Patchwork Fill more delay slots in conditional returns

login
register
mail settings
Submitter Steven Bosscher
Date April 3, 2013, 8:20 p.m.
Message ID <CABu31nP336+06GqbNEuv7zK+VdO8E9xW1K9+AWZPN8ShaWh76w@mail.gmail.com>
Download mbox | patch
Permalink /patch/233582/
State New
Headers show

Comments

Steven Bosscher - April 3, 2013, 8:20 p.m.
On Tue, Apr 2, 2013 at 6:56 PM, Steven Bosscher wrote:
> The SPARC back
> end also calls dbr_schedule() in its machine_reorg pass to work around
> errata in Atmel AT697F chips (LEON2-like, i.e. fairly new, see
> r179921).

Thinking about this some more: This could be fixed by inserting a
machine-specific pass just after delayed-branch scheduling, like in
the attached patch. I think the same is possible with the dbr_schedule
call in the MIPS backend.

Eric, what do you think of this approach?

With those two dbr_schedule calls out of the way, it will be a lot
easier to change things such that pass_free_cfg can run after
pass_machine_reorg (and after pass_cleanup_barriers that can be
simplified if there's still a CFG around). It will also help make the
DELAY_SLOTS hack in cfgrtl.c:rest_of_pass_free_cfg redundant.

I'm unsure how to test this patch. It's going through a bootstrap&test
cycle on sparc64-unknown-linux-gnu at the moment (on gcc62) but there
are no test cases for the errata that are being worked around...

Ciao!
Steven
* config/sparc/sparc.c: Include tree-pass.h.
	(TARGET_MACHINE_DEPENDENT_REORG): Do not redefine.
	(sparc_reorg): Rename to sparc_do_work_around_errata.  Move to
	head of file.  Change return type.  Split off gate function.
	(sparc_gate_work_around_errata): New function.
	(pass_work_around_errata): New pass definition.
	(insert_pass_work_around_errata) New pass insert definition to
	insert pass_work_around_errata just after delayed-branch scheduling.
	(sparc_option_override): Insert the pass.
Eric Botcazou - April 5, 2013, 8:22 a.m.
> Thinking about this some more: This could be fixed by inserting a
> machine-specific pass just after delayed-branch scheduling, like in
> the attached patch. I think the same is possible with the dbr_schedule
> call in the MIPS backend.
> 
> Eric, what do you think of this approach?

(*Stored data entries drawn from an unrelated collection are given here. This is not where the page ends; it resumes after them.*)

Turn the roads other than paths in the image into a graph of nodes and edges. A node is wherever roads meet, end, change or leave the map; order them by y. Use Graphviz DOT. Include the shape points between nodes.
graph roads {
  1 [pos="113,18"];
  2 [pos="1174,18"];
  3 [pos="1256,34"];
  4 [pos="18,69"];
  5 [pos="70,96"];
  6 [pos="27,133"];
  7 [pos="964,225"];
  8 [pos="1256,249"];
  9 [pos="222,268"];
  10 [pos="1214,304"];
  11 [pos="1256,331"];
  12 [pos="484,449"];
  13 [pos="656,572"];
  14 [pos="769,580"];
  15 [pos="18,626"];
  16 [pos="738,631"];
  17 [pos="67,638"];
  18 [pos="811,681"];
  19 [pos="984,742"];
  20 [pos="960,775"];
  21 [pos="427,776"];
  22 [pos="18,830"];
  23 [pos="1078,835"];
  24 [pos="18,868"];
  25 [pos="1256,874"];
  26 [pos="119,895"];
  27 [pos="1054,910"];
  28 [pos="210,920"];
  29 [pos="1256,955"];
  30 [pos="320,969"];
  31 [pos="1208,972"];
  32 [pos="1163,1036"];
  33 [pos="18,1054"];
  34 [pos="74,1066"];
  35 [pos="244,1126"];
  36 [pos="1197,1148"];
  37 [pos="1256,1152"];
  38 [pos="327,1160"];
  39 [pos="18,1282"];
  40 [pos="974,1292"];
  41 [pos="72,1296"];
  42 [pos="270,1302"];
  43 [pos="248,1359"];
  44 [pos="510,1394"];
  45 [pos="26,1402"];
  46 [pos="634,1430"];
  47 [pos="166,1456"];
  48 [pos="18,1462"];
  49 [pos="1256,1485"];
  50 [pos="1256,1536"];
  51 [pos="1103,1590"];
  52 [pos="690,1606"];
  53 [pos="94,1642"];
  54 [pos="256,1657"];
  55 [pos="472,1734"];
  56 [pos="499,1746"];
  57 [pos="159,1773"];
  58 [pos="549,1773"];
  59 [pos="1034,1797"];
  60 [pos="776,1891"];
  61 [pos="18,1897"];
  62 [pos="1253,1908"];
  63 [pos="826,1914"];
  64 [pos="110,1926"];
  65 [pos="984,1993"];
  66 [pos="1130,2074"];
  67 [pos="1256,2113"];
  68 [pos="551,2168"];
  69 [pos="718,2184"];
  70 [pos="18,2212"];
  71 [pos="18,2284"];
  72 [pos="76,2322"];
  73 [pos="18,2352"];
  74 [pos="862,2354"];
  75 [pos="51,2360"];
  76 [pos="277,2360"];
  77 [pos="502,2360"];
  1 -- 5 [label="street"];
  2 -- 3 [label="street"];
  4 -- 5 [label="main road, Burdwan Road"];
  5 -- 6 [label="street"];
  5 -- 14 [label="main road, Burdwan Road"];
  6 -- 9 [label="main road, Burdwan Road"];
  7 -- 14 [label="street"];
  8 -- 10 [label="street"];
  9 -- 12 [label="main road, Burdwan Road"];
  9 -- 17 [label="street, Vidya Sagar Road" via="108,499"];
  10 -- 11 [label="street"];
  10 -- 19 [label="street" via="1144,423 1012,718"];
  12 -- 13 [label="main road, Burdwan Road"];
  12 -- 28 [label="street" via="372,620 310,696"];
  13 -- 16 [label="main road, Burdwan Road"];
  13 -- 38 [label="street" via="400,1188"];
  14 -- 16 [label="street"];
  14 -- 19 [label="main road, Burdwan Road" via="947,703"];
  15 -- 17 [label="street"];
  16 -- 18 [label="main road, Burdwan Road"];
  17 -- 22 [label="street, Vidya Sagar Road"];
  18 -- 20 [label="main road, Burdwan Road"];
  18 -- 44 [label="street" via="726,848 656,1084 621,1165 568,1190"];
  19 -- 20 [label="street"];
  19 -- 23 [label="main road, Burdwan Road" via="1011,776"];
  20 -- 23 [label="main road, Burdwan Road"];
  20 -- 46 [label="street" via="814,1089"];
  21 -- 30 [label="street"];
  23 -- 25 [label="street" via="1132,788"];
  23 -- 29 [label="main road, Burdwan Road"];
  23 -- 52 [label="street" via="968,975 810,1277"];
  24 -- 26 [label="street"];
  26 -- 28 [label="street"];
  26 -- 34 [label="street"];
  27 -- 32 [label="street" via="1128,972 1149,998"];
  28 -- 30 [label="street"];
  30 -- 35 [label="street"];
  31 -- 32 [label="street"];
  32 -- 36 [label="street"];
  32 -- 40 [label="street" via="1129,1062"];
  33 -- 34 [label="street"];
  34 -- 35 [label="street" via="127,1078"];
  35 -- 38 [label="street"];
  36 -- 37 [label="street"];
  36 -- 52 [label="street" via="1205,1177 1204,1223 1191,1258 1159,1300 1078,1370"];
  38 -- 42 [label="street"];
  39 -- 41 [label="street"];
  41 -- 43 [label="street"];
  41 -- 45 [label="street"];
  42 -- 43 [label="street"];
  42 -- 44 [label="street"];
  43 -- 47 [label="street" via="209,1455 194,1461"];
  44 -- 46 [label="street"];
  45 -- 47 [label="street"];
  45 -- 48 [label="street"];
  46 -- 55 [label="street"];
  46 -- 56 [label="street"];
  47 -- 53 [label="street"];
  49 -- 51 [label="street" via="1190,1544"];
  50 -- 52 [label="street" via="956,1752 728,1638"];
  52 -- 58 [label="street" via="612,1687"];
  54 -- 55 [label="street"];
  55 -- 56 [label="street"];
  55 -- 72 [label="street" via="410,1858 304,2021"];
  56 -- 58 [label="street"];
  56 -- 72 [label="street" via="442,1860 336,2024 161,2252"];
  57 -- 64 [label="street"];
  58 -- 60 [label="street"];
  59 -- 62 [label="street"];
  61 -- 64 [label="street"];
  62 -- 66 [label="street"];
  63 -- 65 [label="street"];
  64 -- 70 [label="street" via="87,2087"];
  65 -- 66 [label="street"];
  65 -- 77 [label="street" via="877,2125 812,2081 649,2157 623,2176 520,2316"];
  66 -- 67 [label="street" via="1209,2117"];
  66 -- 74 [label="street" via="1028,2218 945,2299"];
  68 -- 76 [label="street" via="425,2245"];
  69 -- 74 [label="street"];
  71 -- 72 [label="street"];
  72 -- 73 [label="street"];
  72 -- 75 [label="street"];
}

No objections on principle from a SPARC viewpoint.  But can we really control 
when the pass is run with register_pass?  Because it needs to be run _before_ 
branch shortening.

> With those two dbr_schedule calls out of the way, it will be a lot
> easier to change things such that pass_free_cfg can run after
> pass_machine_reorg (and after pass_cleanup_barriers that can be
> simplified if there's still a CFG around). It will also help make the
> DELAY_SLOTS hack in cfgrtl.c:rest_of_pass_free_cfg redundant.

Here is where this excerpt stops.